## [Exercise details]
Copy every line from the material below that holds "Maple".

## [Data for review]

##########

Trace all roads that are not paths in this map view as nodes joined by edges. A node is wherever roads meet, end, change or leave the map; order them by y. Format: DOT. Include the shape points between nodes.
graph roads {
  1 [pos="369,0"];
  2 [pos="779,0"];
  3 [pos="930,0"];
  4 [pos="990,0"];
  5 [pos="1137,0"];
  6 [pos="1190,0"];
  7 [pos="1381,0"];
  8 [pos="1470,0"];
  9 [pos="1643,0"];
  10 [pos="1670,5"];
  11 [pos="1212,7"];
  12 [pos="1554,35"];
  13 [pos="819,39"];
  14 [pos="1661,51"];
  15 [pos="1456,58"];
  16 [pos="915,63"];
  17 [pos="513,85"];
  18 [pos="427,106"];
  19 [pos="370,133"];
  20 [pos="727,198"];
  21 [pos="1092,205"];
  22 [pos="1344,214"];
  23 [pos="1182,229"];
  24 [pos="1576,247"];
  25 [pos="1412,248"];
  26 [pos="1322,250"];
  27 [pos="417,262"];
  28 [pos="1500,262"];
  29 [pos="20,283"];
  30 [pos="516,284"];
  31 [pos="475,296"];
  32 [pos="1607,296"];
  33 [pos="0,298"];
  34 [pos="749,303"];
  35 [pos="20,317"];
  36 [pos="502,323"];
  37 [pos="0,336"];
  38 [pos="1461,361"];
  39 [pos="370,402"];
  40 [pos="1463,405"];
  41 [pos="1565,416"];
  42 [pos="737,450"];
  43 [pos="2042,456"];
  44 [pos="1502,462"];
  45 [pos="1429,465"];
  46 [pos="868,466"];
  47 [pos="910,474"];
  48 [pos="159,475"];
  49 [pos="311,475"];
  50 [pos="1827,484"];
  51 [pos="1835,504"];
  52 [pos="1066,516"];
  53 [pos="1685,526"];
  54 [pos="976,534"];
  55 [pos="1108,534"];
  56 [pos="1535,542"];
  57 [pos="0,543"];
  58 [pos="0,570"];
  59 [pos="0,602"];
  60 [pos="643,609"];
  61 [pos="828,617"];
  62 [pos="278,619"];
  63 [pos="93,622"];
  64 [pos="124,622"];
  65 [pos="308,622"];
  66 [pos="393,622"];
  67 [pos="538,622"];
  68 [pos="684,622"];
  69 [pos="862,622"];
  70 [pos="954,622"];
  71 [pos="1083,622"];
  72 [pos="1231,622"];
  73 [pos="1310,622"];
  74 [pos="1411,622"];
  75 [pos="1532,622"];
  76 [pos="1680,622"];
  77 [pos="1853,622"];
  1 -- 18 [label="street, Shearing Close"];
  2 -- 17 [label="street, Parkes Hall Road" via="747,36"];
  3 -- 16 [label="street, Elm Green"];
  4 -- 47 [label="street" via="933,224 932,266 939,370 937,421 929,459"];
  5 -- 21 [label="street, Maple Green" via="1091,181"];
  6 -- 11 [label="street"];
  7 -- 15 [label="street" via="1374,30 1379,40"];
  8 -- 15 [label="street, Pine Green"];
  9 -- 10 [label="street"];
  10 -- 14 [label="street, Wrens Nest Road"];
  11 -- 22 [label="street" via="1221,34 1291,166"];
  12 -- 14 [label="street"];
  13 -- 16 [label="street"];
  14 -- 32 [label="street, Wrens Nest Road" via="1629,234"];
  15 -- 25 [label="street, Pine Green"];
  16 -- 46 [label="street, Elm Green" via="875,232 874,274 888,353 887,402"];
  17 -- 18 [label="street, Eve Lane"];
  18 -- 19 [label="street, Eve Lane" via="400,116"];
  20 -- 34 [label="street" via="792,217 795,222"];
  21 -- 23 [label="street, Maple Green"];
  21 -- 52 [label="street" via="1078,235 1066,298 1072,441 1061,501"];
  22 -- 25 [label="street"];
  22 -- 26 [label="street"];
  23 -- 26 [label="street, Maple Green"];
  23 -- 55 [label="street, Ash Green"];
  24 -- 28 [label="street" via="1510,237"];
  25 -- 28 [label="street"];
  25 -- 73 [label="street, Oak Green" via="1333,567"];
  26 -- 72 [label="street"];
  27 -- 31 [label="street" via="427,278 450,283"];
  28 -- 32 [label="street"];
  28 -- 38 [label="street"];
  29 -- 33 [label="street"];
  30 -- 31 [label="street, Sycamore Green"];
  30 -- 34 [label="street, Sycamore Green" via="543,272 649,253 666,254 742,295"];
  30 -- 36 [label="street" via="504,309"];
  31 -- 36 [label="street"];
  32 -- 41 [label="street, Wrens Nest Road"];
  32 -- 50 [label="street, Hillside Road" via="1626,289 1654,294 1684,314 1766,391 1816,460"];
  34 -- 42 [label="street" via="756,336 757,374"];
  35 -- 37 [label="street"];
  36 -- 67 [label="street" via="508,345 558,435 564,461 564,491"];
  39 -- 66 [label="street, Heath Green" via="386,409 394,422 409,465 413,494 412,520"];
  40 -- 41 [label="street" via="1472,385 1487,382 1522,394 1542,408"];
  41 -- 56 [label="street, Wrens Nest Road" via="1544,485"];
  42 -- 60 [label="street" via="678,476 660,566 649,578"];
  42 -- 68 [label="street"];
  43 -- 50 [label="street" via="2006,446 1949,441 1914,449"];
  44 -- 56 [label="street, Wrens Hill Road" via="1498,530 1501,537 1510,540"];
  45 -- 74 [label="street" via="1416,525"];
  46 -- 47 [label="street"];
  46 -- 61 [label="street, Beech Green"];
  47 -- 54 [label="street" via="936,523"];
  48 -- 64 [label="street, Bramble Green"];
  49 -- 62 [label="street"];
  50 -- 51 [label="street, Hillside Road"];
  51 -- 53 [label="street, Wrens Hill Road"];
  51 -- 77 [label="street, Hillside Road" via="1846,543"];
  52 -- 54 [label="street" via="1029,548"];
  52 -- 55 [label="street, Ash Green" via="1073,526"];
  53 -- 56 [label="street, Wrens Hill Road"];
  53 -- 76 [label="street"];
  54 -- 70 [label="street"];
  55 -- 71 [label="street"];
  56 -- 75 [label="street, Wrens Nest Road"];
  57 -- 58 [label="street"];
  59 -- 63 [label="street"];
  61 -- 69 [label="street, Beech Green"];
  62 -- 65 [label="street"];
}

##########

## [Result of the exercise]
  5 -- 21 [label="street, Maple Green" via="1091,181"];
  21 -- 23 [label="street, Maple Green"];
  23 -- 26 [label="street, Maple Green"];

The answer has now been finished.